Goal of the exercise -> All entries below need to be written out exactly, but without their pictures.

========================================

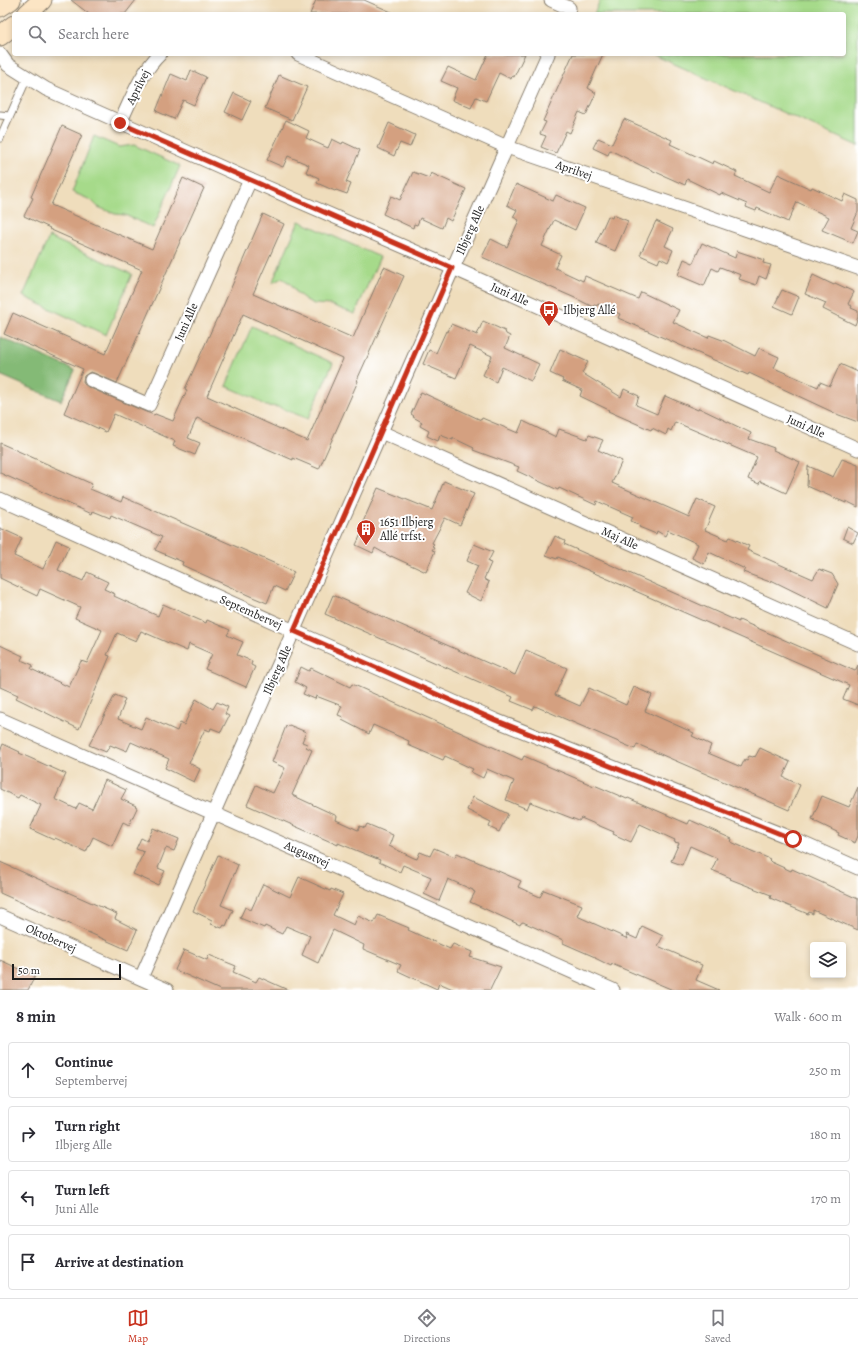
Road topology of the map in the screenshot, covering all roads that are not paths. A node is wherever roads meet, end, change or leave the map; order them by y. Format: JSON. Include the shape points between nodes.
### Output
{"nodes":[{"id":1,"x":11,"y":0,"type":"edge"},
{"id":2,"x":42,"y":0,"type":"edge"},
{"id":3,"x":552,"y":0,"type":"edge"},
{"id":4,"x":0,"y":7,"type":"edge"},
{"id":5,"x":569,"y":7,"type":"edge"},
{"id":6,"x":29,"y":12,"type":"edge"},
{"id":7,"x":12,"y":27,"type":"edge"},
{"id":8,"x":0,"y":36,"type":"edge"},
{"id":9,"x":0,"y":54,"type":"edge"},
{"id":10,"x":158,"y":56,"type":"edge"},
{"id":11,"x":302,"y":56,"type":"edge"},
{"id":12,"x":547,"y":56,"type":"edge"},
{"id":13,"x":27,"y":78,"type":"junction"},
{"id":14,"x":0,"y":115,"type":"edge"},
{"id":15,"x":9,"y":116,"type":"junction"},
{"id":16,"x":120,"y":123,"type":"junction"},
{"id":17,"x":0,"y":138,"type":"edge"},
{"id":18,"x":507,"y":147,"type":"junction"},
{"id":19,"x":250,"y":180,"type":"junction"},
{"id":20,"x":452,"y":268,"type":"junction"},
{"id":21,"x":858,"y":268,"type":"edge"},
{"id":22,"x":91,"y":380,"type":"dead end"},
{"id":23,"x":381,"y":432,"type":"junction"},
{"id":24,"x":858,"y":449,"type":"edge"},
{"id":25,"x":0,"y":499,"type":"edge"},
{"id":26,"x":294,"y":631,"type":"junction"},
{"id":27,"x":858,"y":644,"type":"edge"},
{"id":28,"x":0,"y":719,"type":"edge"},
{"id":29,"x":213,"y":813,"type":"junction"},
{"id":30,"x":858,"y":868,"type":"edge"},
{"id":31,"x":0,"y":916,"type":"edge"},
{"id":32,"x":141,"y":978,"type":"junction"},
{"id":33,"x":168,"y":990,"type":"edge"},
{"id":34,"x":613,"y":990,"type":"edge"}],
"edges":[{"from":1,"to":4,"type":"street"},
{"from":2,"to":6,"type":"street"},
{"from":3,"to":5,"type":"street"},
{"from":7,"to":8,"type":"street"},
{"from":9,"to":13,"type":"street","name":"Juni Alle","via":[[8,65]]},
{"from":10,"to":16,"type":"street","name":"Aprilvej","via":[[142,78]]},
{"from":11,"to":18,"type":"street","name":"Aprilvej"},
{"from":12,"to":18,"type":"street","name":"Ilbjerg Alle"},
{"from":13,"to":15,"type":"lane"},
{"from":13,"to":16,"type":"street","name":"Juni Alle"},
{"from":14,"to":15,"type":"lane"},
{"from":15,"to":17,"type":"lane"},
{"from":16,"to":19,"type":"street","name":"Juni Alle"},
{"from":18,"to":20,"type":"street","name":"Ilbjerg Alle"},
{"from":18,"to":21,"type":"street","name":"Aprilvej"},
{"from":19,"to":20,"type":"street","name":"Juni Alle"},
{"from":19,"to":22,"type":"street","name":"Juni Alle","via":[[149,405]]},
{"from":20,"to":23,"type":"street","name":"Ilbjerg Alle"},
{"from":20,"to":24,"type":"street","name":"Juni Alle"},
{"from":23,"to":26,"type":"street","name":"Ilbjerg Alle"},
{"from":23,"to":27,"type":"street","name":"Maj Alle"},
{"from":25,"to":26,"type":"street","name":"Septembervej"},
{"from":26,"to":29,"type":"street","name":"Ilbjerg Alle"},
{"from":26,"to":30,"type":"street","name":"Septembervej","via":[[495,720],[793,839]]},
{"from":28,"to":29,"type":"street","name":"Augustvej"},
{"from":29,"to":32,"type":"street","name":"Ilbjerg Alle"},
{"from":29,"to":34,"type":"street","name":"Augustvej"},
{"from":31,"to":32,"type":"street","name":"Oktobervej"},
{"from":32,"to":33,"type":"street","name":"Oktobervej"}]}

========================================

Response ->
Road topology of the map in the screenshot, covering all roads that are not paths. A node is wherever roads meet, end, change or leave the map; order them by y. Format: JSON. Include the shape points between nodes.
### Output
{"nodes":[{"id":1,"x":11,"y":0,"type":"edge"},
{"id":2,"x":42,"y":0,"type":"edge"},
{"id":3,"x":552,"y":0,"type":"edge"},
{"id":4,"x":0,"y":7,"type":"edge"},
{"id":5,"x":569,"y":7,"type":"edge"},
{"id":6,"x":29,"y":12,"type":"edge"},
{"id":7,"x":12,"y":27,"type":"edge"},
{"id":8,"x":0,"y":36,"type":"edge"},
{"id":9,"x":0,"y":54,"type":"edge"},
{"id":10,"x":158,"y":56,"type":"edge"},
{"id":11,"x":302,"y":56,"type":"edge"},
{"id":12,"x":547,"y":56,"type":"edge"},
{"id":13,"x":27,"y":78,"type":"junction"},
{"id":14,"x":0,"y":115,"type":"edge"},
{"id":15,"x":9,"y":116,"type":"junction"},
{"id":16,"x":120,"y":123,"type":"junction"},
{"id":17,"x":0,"y":138,"type":"edge"},
{"id":18,"x":507,"y":147,"type":"junction"},
{"id":19,"x":250,"y":180,"type":"junction"},
{"id":20,"x":452,"y":268,"type":"junction"},
{"id":21,"x":858,"y":268,"type":"edge"},
{"id":22,"x":91,"y":380,"type":"dead end"},
{"id":23,"x":381,"y":432,"type":"junction"},
{"id":24,"x":858,"y":449,"type":"edge"},
{"id":25,"x":0,"y":499,"type":"edge"},
{"id":26,"x":294,"y":631,"type":"junction"},
{"id":27,"x":858,"y":644,"type":"edge"},
{"id":28,"x":0,"y":719,"type":"edge"},
{"id":29,"x":213,"y":813,"type":"junction"},
{"id":30,"x":858,"y":868,"type":"edge"},
{"id":31,"x":0,"y":916,"type":"edge"},
{"id":32,"x":141,"y":978,"type":"junction"},
{"id":33,"x":168,"y":990,"type":"edge"},
{"id":34,"x":613,"y":990,"type":"edge"}],
"edges":[{"from":1,"to":4,"type":"street"},
{"from":2,"to":6,"type":"street"},
{"from":3,"to":5,"type":"street"},
{"from":7,"to":8,"type":"street"},
{"from":9,"to":13,"type":"street","name":"Juni Alle","via":[[8,65]]},
{"from":10,"to":16,"type":"street","name":"Aprilvej","via":[[142,78]]},
{"from":11,"to":18,"type":"street","name":"Aprilvej"},
{"from":12,"to":18,"type":"street","name":"Ilbjerg Alle"},
{"from":13,"to":15,"type":"lane"},
{"from":13,"to":16,"type":"street","name":"Juni Alle"},
{"from":14,"to":15,"type":"lane"},
{"from":15,"to":17,"type":"lane"},
{"from":16,"to":19,"type":"street","name":"Juni Alle"},
{"from":18,"to":20,"type":"street","name":"Ilbjerg Alle"},
{"from":18,"to":21,"type":"street","name":"Aprilvej"},
{"from":19,"to":20,"type":"street","name":"Juni Alle"},
{"from":19,"to":22,"type":"street","name":"Juni Alle","via":[[149,405]]},
{"from":20,"to":23,"type":"street","name":"Ilbjerg Alle"},
{"from":20,"to":24,"type":"street","name":"Juni Alle"},
{"from":23,"to":26,"type":"street","name":"Ilbjerg Alle"},
{"from":23,"to":27,"type":"street","name":"Maj Alle"},
{"from":25,"to":26,"type":"street","name":"Septembervej"},
{"from":26,"to":29,"type":"street","name":"Ilbjerg Alle"},
{"from":26,"to":30,"type":"street","name":"Septembervej","via":[[495,720],[793,839]]},
{"from":28,"to":29,"type":"street","name":"Augustvej"},
{"from":29,"to":32,"type":"street","name":"Ilbjerg Alle"},
{"from":29,"to":34,"type":"street","name":"Augustvej"},
{"from":31,"to":32,"type":"street","name":"Oktobervej"},
{"from":32,"to":33,"type":"street","name":"Oktobervej"}]}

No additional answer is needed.